Qui a dit que les cordonniers étaient toujours les plus mal chaussés ?
L'ambivalence de ce coach, son enthousiasme, ses zones d'ombres, ses contradictions et son influence sur un public acquis à sa cause avaient de quoi fournir une matière première fascinante à une intrigue qui, si elle était bien écrite, promettait beaucoup.
La première partie de Gourou jouit d'un intérêt certain, la présence de tous les instants de Pierre Niney n'y étant sans doute pas pour rien, tout comme le fait qu'il réussisse à donner corps à un personnage pas très facile à envisager, qui aurait pu être propice à tous les poncifs.
Après les dangers de l'omniprésence de l'intelligence artificielle dans Dalloway, Gozlan s'empare aujourd'hui des dérives de l'emprise et des relations toxiques démultipliées par des réseaux tout aussi souverains qu'hystériques, laissant augurer le meilleur et un retour en fanfare du réalisateur, qui sait pourquoi nous avons acheté notre billet.
Sauf que peu à peu, Gourou semble s'enfoncer dans sa matière fascinante comme s'il n'arrivait plus à dépasser son postulat, ou à gérer autrement ses personnages secondaires que par à-coups très mécaniques.
Il en résulte quelque chose d'assez attendu dans un premier temps, pour mieux embrasser certains rebondissements sortis d'on ne sait trop où.
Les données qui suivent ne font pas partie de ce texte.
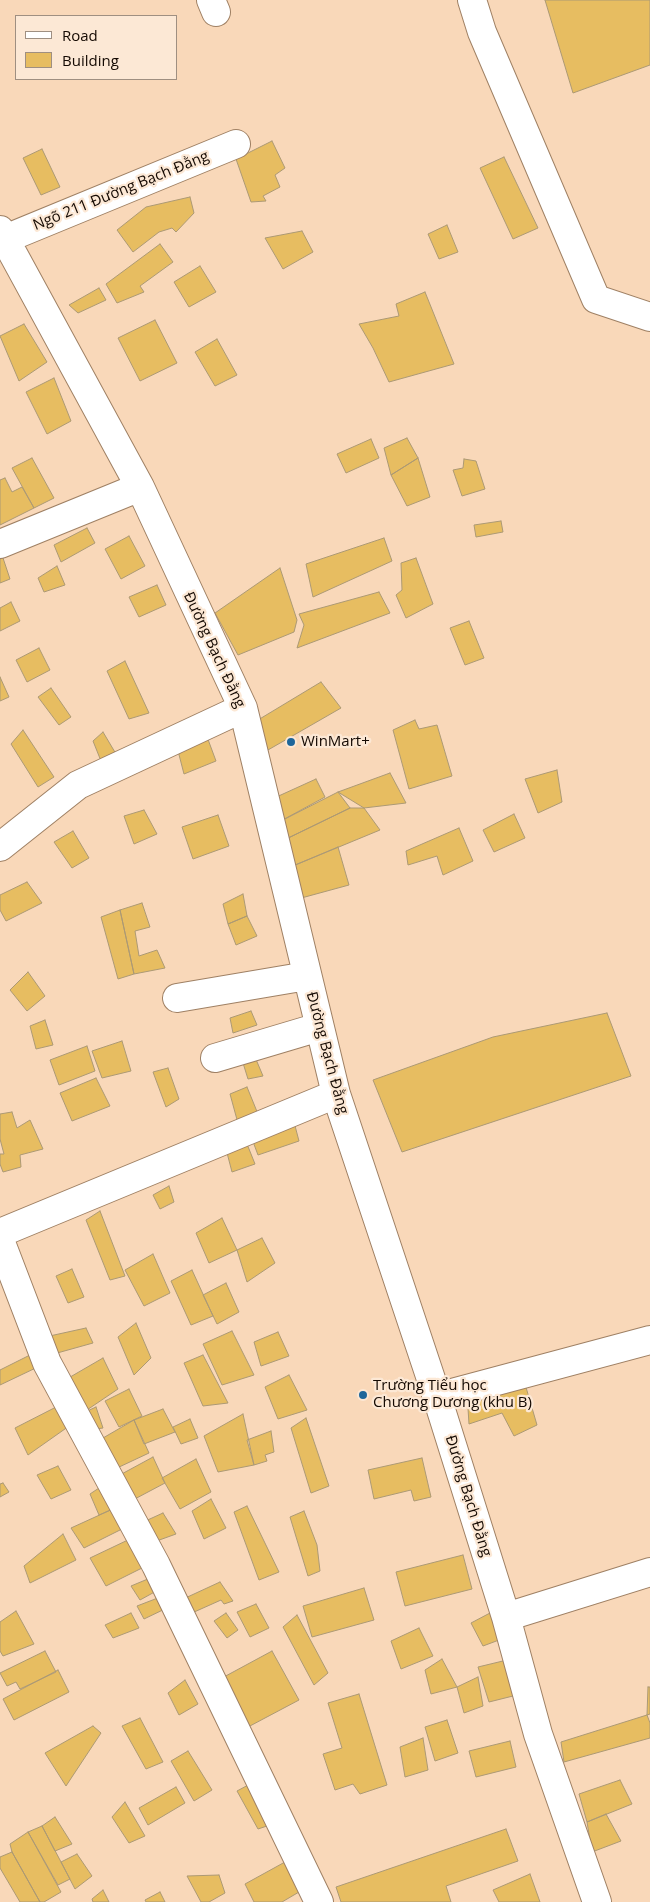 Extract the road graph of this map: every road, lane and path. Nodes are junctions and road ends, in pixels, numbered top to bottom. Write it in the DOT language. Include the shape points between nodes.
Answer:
graph roads {
  1 [pos="472,0"];
  2 [pos="236,144"];
  3 [pos="3,235"];
  4 [pos="650,317"];
  5 [pos="140,487"];
  6 [pos="0,544"];
  7 [pos="242,708"];
  8 [pos="0,847"];
  9 [pos="307,976"];
  10 [pos="177,998"];
  11 [pos="319,1027"];
  12 [pos="214,1058"];
  13 [pos="336,1094"];
  14 [pos="0,1233"];
  15 [pos="0,1240"];
  16 [pos="650,1340"];
  17 [pos="437,1397"];
  18 [pos="650,1572"];
  19 [pos="506,1617"];
  20 [pos="319,1902"];
  21 [pos="597,1902"];
  1 -- 4 [label="street" via="482,32 596,298"];
  2 -- 3 [label="street, Ngõ 211 Đường Bạch Đằng"];
  3 -- 5 [label="street, Đường Bạch Đằng"];
  5 -- 6 [label="street"];
  5 -- 7 [label="street, Đường Bạch Đằng"];
  7 -- 8 [label="street" via="78,784"];
  7 -- 9 [label="street, Đường Bạch Đằng"];
  9 -- 10 [label="street"];
  9 -- 11 [label="street, Đường Bạch Đằng"];
  11 -- 12 [label="street"];
  11 -- 13 [label="street, Đường Bạch Đằng"];
  13 -- 14 [label="street"];
  13 -- 17 [label="street, Đường Bạch Đằng"];
  15 -- 20 [label="street" via="47,1363 156,1565"];
  16 -- 17 [label="street"];
  17 -- 19 [label="street, Đường Bạch Đằng"];
  18 -- 19 [label="street"];
  19 -- 21 [label="street, Đường Bạch Đằng" via="538,1734"];
}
Et alors que l'on attendait l'affrontement entre le créateur et son monstre, Gourou grille cette cartouche très rapidement, pour mieux traiter par dessus la jambe sa rivalité familiale, et sa fuite en avant vers un grand vide pédalant dans la semoule en vue de la dernière ligne droite.
Plus encore qu'avec Visions, Yann Gozlan rate inexplicablement le coche de ce qui aurait pu être, au choix, un thriller haletant ou la chronique d'une chute spectaculaire. Le réalisateur, lui, décide de ne pas décider et d'emprunter une troisième voix en forme de queue de poisson laissant un goût amer en bouche tant elle ne cadre pas avec le reste. Comme si Gourou dénonçait tout, un peu, sans prendre la peine de construire véritablement sa critique.
Soit ce que le masqué vient peut-être de faire après la lecture de ce billet...
Behind_the_Mask, qui redonne tout son argent à Skippy (le grand gourou).